All the software running on the Analytical Platform has its memory controlled. Each running software container has a ‘requested’ amount and ‘limit’ available. Here’s an explanation of the key terms:
- ‘memory’ is needed for your app and code, but the limiting factor is usually the data that you ‘load into memory’. Data is in memory if it is assigned to a variable, which includes a data frame.
- a ‘container’ is for one user’s instance of a tool (e.g. Sandra’s R Studio or Bob’s Jupyter) or app (e.g. the PQ Shiny App or the KPIs Web App).
- ‘Requested memory’ is the amount the container is guaranteed. It is reserved for it.
- ‘Limit’ is the maximum amount of memory it can consume, if it is available. Your container is competing for this memory with other containers on the server it happens to be running on. If you try to use more than is available or more than the Limit then your container will be restarted.

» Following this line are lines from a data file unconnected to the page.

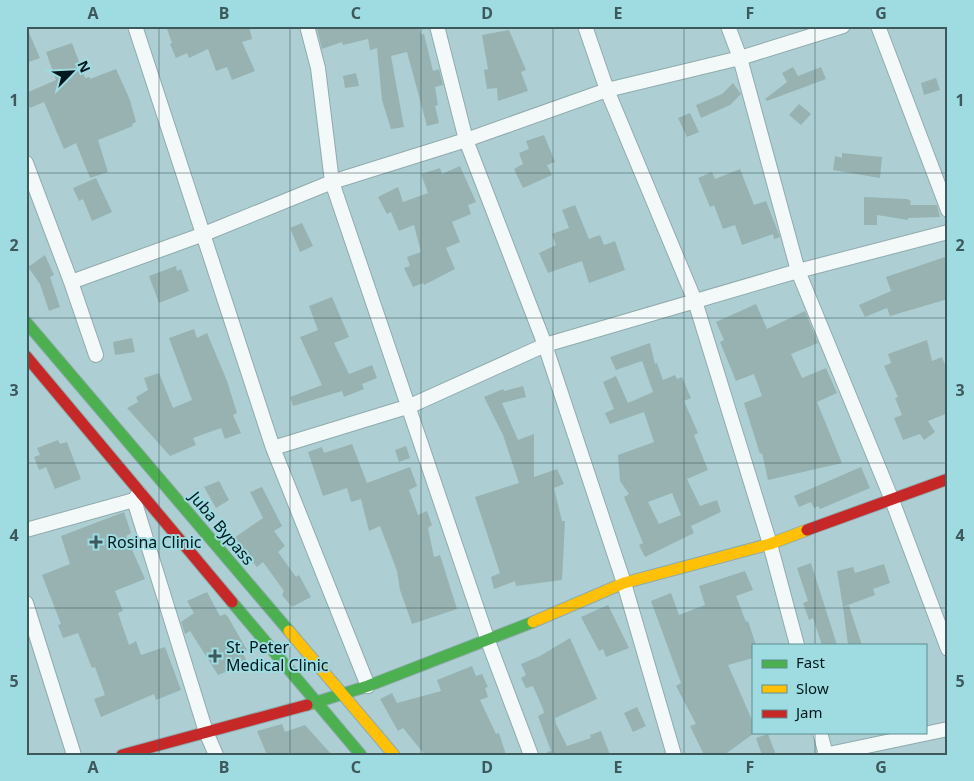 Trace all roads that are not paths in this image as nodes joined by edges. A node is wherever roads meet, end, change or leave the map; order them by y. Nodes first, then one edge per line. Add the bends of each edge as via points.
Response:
1 (136, 26) edge
2 (307, 26) edge
3 (437, 26) edge
4 (585, 26) edge
5 (728, 26) edge
6 (843, 26) edge
7 (878, 26) edge
8 (740, 58) junction
9 (607, 90) junction
10 (466, 140) junction
11 (26, 163) edge
12 (332, 182) junction
13 (948, 210) edge
14 (948, 232) edge
15 (204, 234) junction
16 (798, 271) junction
17 (71, 282) junction
18 (695, 301) junction
19 (26, 322) edge
20 (545, 345) junction
21 (26, 356) edge
22 (96, 356) dead end
23 (410, 406) junction
24 (273, 448) junction
25 (948, 479) edge
26 (137, 495) junction
27 (892, 500) junction
28 (26, 530) edge
29 (770, 544) junction
30 (624, 582) junction
31 (26, 603) edge
32 (488, 641) junction
33 (797, 644) edge
34 (948, 650) edge
35 (368, 686) junction
36 (342, 694) junction
37 (316, 703) junction
38 (948, 729) edge
39 (206, 732) junction
40 (821, 734) edge
41 (925, 734) edge
42 (926, 734) edge
43 (74, 755) edge
44 (122, 755) edge
45 (216, 755) edge
46 (361, 755) edge
47 (394, 755) edge
48 (530, 755) edge
49 (674, 755) edge
50 (826, 755) edge

1 - 15 street
2 - 12 street via 318,68
3 - 10 street
4 - 9 street
5 - 8 street
6 - 8 street
7 - 13 street
8 - 9 street
8 - 16 street
9 - 10 street
9 - 18 street
10 - 12 street
10 - 20 street
11 - 17 street
12 - 15 street
12 - 23 street
14 - 16 street
15 - 17 street
15 - 24 street
16 - 18 street
16 - 27 street
17 - 22 street
18 - 20 street
18 - 29 street
19 - 36 main road, Juba Bypass
20 - 23 street
20 - 30 street
21 - 26 main road
23 - 24 street
23 - 32 street
24 - 35 street
25 - 27 main road
26 - 28 street
26 - 37 main road
26 - 39 street
27 - 29 main road
27 - 34 street
29 - 30 main road
29 - 33 street
30 - 32 main road
30 - 49 street
31 - 43 street
32 - 35 main road
32 - 48 street
35 - 36 main road
36 - 37 main road
36 - 47 main road, Juba Bypass
37 - 39 main road
37 - 46 main road
38 - 42 street
39 - 44 main road
39 - 45 street
40 - 50 street
41 - 50 street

e.g. Sandra runs her code in R Studio, which loads 8GB of data into a data frame, and she sees in Grafana that this takes 10GB of memory. This is above the minimum of 5GB, and because the servers aren’t too busy the extra 5GB are available. Later the server that her R Studio container is running on happens to get full and when she tries to do something that needs another 1GB memory (i.e. total 11GB) she finds that R Studio restarts, interrupting her work for a few minutes. She restarts her code, but because her R Studio now happens to be running on a different server that is less busy, she finds she can run her code and use 11GB fine.
You can monitor your memory usage using Grafana (there is also a link from the Control Panel). To display your tool’s usage:
- Select the “Home” menu, then select the “Kubernetes / Pods” Dashboard
- In the “Namespace” box start typing your GitHub username then select it e.g. “user-davidread”
- In the “Pod” box select the tools - R Studio or Jupyter. It only shows ones which have been running recently.
- The “Memory Usage” shows a timeline. Compare your current usage: “Current: r-studio-server” with the corresponding “Requested” and “Limit” values.
- You may wish to adjust the time period shown, for example to “Last 5 minutes”, by clicking on the clock icon in the top-right corner.
Current memory limits:
|R Studio||12 GB||12 GB|
|Jupyter||12 GB||12 GB|
|App||100 MB||8 GB|
From November 2022 all tools (RStudio and Jupyter) are allocated with
limits set to the same value.
You can work on a dataset that is bigger than your memory by reading in a bit of the data at a time and writing results back to disk as you go. If you’re working on big data then consider taking advantage of tech like Amazon Athena or Apache Spark, which are available through the Analytical Platform too.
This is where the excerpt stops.